The plaintiffs also assert that the motion to reargue was not just one document filed in isolation and that Practice Book § 63-1 contemplates multiple filings. Practice Book § 63-1(e) provides, "Any party filing more than one motion that, if granted, would render the judgment, decision or acceptance of the verdict ineffective, shall file such motions simultaneously insofar as simultaneous filing is possible." The fact that the plaintiffs were filing two motions does not convert the June 2011 motion to amend into a motion which would render the decision ineffective or operate to negate the date of filing requirement set forth in Practice Book § 7-17. Practice Book § 63-1(e) directs a party who is filing more than one motion which would render a judgment or decision ineffective to file them together, rather than days or weeks apart.

For the reasons stated above, the motion to amend is not a motion which tolls the appeal period. The motion to reargue, which, as stated above, was filed on June 16, 2011, was untimely. "Under our rules the court concludes it does not have the power or right to decide this matter in any other way." Anderson v. City of New London, supra, Superior Court, Docket No. CV 541273.

B Amendment

The plaintiffs argue that the court's July 2010 order concerning their previous motion to amend runs counter to City of N.Y. v. Mickalis Pawn Shop, LLC, supra, 645 F.3d 114 ( Mickalis), which was issued three weeks prior to this court's May 26, 2011 decision, but not brought to the court's attention by the plaintiffs until after they received this court's decision dismissing this case. The plaintiffs contend that, in light of Mickalis, which concluded that, in federal court, the PLCAA is not subject matter jurisdictional, this court should now grant their June 2011 motion to amend.

In essence, this aspect of the plaintiffs' argument seeks to reargue the court's July 2010 order, long after the twenty-day period afforded by Practice Book § 11-12 for the filing of a motion to reargue. See Practice Book § 11-12(d) (§ 11-12 applies to decisions which are not final judgments). The plaintiffs did not file a timely motion to reargue concerning the court's July 2010 order. "After the twenty days has passed, no such motions can be filed . . ." Weinstein v. Weinstein, supra, 275 Conn. 699-700, n. 21.
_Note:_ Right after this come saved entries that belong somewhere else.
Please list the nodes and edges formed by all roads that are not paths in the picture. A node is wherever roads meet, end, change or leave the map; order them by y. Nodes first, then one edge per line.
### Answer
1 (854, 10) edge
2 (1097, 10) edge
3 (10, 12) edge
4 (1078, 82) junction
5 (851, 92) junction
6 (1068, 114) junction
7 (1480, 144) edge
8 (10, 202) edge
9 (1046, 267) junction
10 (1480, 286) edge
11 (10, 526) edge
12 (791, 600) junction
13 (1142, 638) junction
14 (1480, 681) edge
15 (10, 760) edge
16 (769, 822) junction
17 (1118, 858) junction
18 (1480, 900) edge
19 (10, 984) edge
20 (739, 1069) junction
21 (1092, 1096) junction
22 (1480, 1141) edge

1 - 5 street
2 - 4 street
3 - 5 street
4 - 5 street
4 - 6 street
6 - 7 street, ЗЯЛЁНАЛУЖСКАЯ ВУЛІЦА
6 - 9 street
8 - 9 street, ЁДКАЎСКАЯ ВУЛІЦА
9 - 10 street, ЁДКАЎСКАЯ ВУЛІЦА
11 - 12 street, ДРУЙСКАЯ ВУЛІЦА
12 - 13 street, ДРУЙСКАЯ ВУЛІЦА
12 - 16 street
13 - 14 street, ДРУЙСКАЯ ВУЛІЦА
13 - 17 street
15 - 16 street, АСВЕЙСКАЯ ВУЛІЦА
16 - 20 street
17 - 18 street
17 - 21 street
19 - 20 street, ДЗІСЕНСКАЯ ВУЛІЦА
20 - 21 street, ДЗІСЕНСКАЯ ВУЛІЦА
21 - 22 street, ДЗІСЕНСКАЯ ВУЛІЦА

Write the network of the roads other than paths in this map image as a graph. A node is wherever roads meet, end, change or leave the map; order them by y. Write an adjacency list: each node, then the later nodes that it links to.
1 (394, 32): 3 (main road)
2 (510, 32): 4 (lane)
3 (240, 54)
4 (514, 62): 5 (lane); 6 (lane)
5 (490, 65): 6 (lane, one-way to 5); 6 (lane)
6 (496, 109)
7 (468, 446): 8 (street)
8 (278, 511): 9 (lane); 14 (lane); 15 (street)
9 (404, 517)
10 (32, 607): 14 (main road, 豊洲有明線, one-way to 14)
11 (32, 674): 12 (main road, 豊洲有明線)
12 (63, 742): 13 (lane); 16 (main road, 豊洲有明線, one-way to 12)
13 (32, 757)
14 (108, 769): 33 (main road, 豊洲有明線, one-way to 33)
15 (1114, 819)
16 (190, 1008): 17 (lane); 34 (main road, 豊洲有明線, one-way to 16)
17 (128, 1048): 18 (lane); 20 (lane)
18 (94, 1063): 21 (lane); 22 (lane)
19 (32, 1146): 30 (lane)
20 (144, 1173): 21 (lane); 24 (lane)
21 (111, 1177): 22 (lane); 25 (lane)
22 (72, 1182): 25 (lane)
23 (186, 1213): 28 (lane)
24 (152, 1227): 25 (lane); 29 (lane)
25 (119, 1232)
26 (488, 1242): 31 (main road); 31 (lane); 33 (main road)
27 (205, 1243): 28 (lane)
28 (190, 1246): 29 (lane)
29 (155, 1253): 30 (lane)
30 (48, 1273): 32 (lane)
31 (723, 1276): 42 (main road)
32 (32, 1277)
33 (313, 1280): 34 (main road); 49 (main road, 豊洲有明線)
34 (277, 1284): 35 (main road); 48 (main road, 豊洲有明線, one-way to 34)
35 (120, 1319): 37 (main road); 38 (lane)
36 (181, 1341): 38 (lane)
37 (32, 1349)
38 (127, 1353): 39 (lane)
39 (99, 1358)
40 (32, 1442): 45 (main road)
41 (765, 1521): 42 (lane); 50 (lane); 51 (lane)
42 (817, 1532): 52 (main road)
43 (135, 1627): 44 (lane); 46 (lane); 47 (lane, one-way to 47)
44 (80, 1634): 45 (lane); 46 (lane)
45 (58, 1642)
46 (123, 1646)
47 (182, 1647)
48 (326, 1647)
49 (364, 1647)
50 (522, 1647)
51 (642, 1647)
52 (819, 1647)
Also, the court is unpersuaded that Mickalis counsels a different result in this Connecticut court. There, the United States Court of Appeals "conclude[d] that the PLCAA's bar on `qualified civil liability action[s],' 15 U.S.C. § 7902(a), does not deprive courts of subject-matter jurisdiction. The language of the PLCAA does not speak in jurisdictional terms or refer in any way to the jurisdiction of the [district courts] . . . Instead, it provides only that `[a] qualified civil liability action may not be brought in any Federal or State court.' 15 U.S.C. § 7902(a). Although the phrase `may not be brought' suggests absence of jurisdiction, the phrase is not equivalent to a clear statement of Congress's intent to limit the power of the courts rather than the rights of litigants . . . In the absence of such a clear statement, we must treat the PLCAA as speaking only to the rights and obligations of the litigants, not to the power of the court . . . Having determined that we possess subject-matter jurisdiction, we would, in the ordinary course, proceed to consider whether the . . . lawsuit is nonetheless barred by the PLCAA. In this case, however, the defendants did not fully litigate their defenses under the PLCAA, but instead withdrew from the litigation, defaulted, and suffered a default judgment to be entered against them. We accordingly inquire not whether the . . . lawsuit was barred by the PLCAA, but rather, whether the district court abused its discretion in entering a default judgment against the defendants." (Citations omitted; emphasis added; footnote omitted; internal quotation marks omitted.) Id., 645 F.3d 127.

Here, the parties extensively briefed and argued the applicability of the PLCAA in connection with the defendants' motion to dismiss, and no default judgment was involved. Once jurisdiction was raised by the defendants' motion to dismiss, the court was obligated to consider it. "Once the question of lack of jurisdiction of a court is raised, [it] must be disposed of no matter in what form it is presented . . . The court must fully resolve it before proceeding further with the case." (Internal quotation marks omitted.) St. Paul Travelers Cos. v. Kuehl, 299 Conn. 800, 816, 12 A.3d 852 (2011).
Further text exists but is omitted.